Francis’ new stance on ideologies is a curious one for a pope who has come to be seen as an international leader of such leftist “isms” as environmentalism and humanitarianism, and who has previously endorsed communism. 

“It has been said many times and my response has always been that, if anything, it is the communists who think like Christians,” Pope Francis told atheist journalist Eugenio Scalfari in 2016. “Christ spoke of a society where the poor, the weak and the marginalized have the right to decide. Not demagogues, not Barabbas, but the people, the poor, whether they have faith in a transcendent God or not,” he reportedly said. 

The pope’s Pentecost homily against ideology also comes on the heels of multiple politically charged Vatican summits earlier this month that featured speakers like Chelsea Clinton, Biden climate czar John Kerry, and top backers of the far-left “Great Reset.” 

China’s Christians and Uighurs

In Pope Francis' Regina Caeli address for Pentecost, he offered some comments about the crisis of anti-Catholic persecution in China. The pontiff appeared to respond to the recent closure of a Marian shrine in Shanghai amid ongoing discrimination against Catholic sites during the COVID-19 crisis, as well as China’s ban on children in churches.

“The Mother of the Lord and of the Church is venerated with particular devotion in the Sheshan Shrine in Shanghai, and is invoked assiduously by Christian families, in the trials and hopes of daily life,” Francis said. “How good and how necessary it is that the members of a family and of a Christian community are ever more united in love and in faith!”

“In this way, parents and children, grandparents and grandchildren, pastors and faithful can follow the example of the first disciples,” he added. The pope then exhorted listeners “to accompany with fervid prayer the Christian faithful in China, our dearest brothers and sisters, whom I hold in the depth of my hearts.”

The day before, AsiaNews revealed that Chinese authorities detained Bishop Zhang Weizhu of Xinxiang last week, along with numerous priests and seminarians from the “underground” Catholic Church. “In the space of just two days, almost all the ecclesiastical personnel of the apostolic prefecture of Xinxiang were wiped out with an operation by the police forces of the province of Hebei,” the outlet reported.

The communist government of China has ramped up harassment of both Catholic clergy and laity despite last year’s reauthorization of the 2018 Vatican-China deal, which some activists have credited with aggravating attacks on Catholics. 

“No clergy imprisoned before the deal have been released, and several have been arrested, detained, and disappeared since the deal was agreed,” Catholic human rights advocate Benedict Rogers wrote in Foreign Policy last summer. “Far from bringing the desired unity or protection for the church, it has caused greater division and more repression.”

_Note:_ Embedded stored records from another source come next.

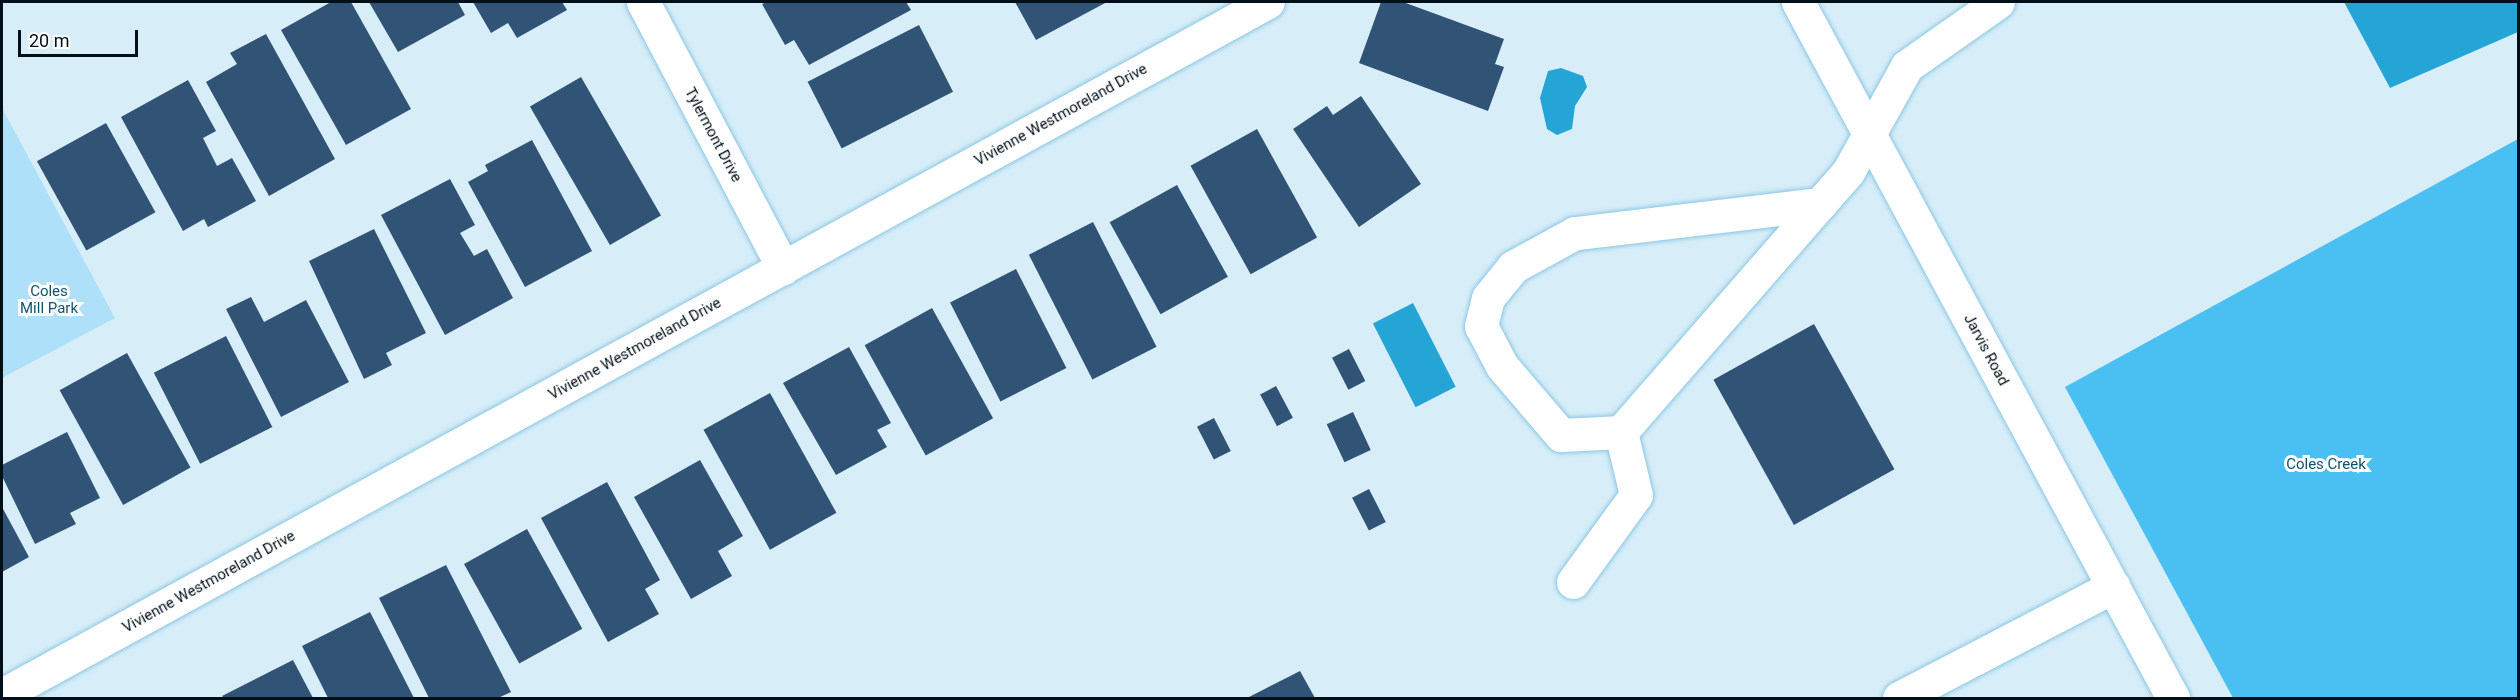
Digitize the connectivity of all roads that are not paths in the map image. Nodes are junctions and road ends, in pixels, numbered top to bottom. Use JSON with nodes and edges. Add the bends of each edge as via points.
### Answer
{"nodes":[{"id":1,"x":643,"y":2,"type":"edge"},
{"id":2,"x":1268,"y":2,"type":"edge"},
{"id":3,"x":1798,"y":2,"type":"edge"},
{"id":4,"x":1998,"y":2,"type":"edge"},
{"id":5,"x":1869,"y":132,"type":"junction"},
{"id":6,"x":1820,"y":204,"type":"junction"},
{"id":7,"x":783,"y":268,"type":"junction"},
{"id":8,"x":1621,"y":432,"type":"junction"},
{"id":9,"x":1573,"y":582,"type":"dead end"},
{"id":10,"x":2114,"y":586,"type":"junction"},
{"id":11,"x":2,"y":695,"type":"edge"},
{"id":12,"x":1899,"y":699,"type":"edge"},
{"id":13,"x":2173,"y":699,"type":"edge"}],
"edges":[{"from":1,"to":7,"type":"street","name":"Tylermont Drive"},
{"from":2,"to":7,"type":"street","name":"Vivienne Westmoreland Drive"},
{"from":3,"to":5,"type":"street","name":"Jarvis Road"},
{"from":4,"to":5,"type":"street","via":[[1907,66]]},
{"from":5,"to":6,"type":"street","via":[[1848,172]]},
{"from":5,"to":10,"type":"street","name":"Jarvis Road"},
{"from":6,"to":8,"type":"street"},
{"from":6,"to":8,"type":"street","via":[[1575,233],[1513,267],[1488,298],[1481,326],[1502,366],[1561,435]]},
{"from":7,"to":11,"type":"street","name":"Vivienne Westmoreland Drive"},
{"from":8,"to":9,"type":"street","via":[[1636,495]]},
{"from":10,"to":12,"type":"street"},
{"from":10,"to":13,"type":"street","name":"Jarvis Road"}]}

Pope Francis’s Regina Caeli address also included no mention of China’s other egregious human rights abuses, like the mass detainment of the western Chinese Uighurs. The address, which invoked the “right to peaceful protest” in Columbia and a recent volcanic eruption in the Congo, continued the pope’s months-long pattern of silence on what the United States recognizes as a genocide.

Since 2016, the Chinese government has interned up to three million mostly Muslim Uighurs, killing some and systematically sterilizing or sexually abusing others. Francis briefly noted the “poor Uighurs” in a book in December, though he has ignored them in otherwise political sermons on Christmas and Easter.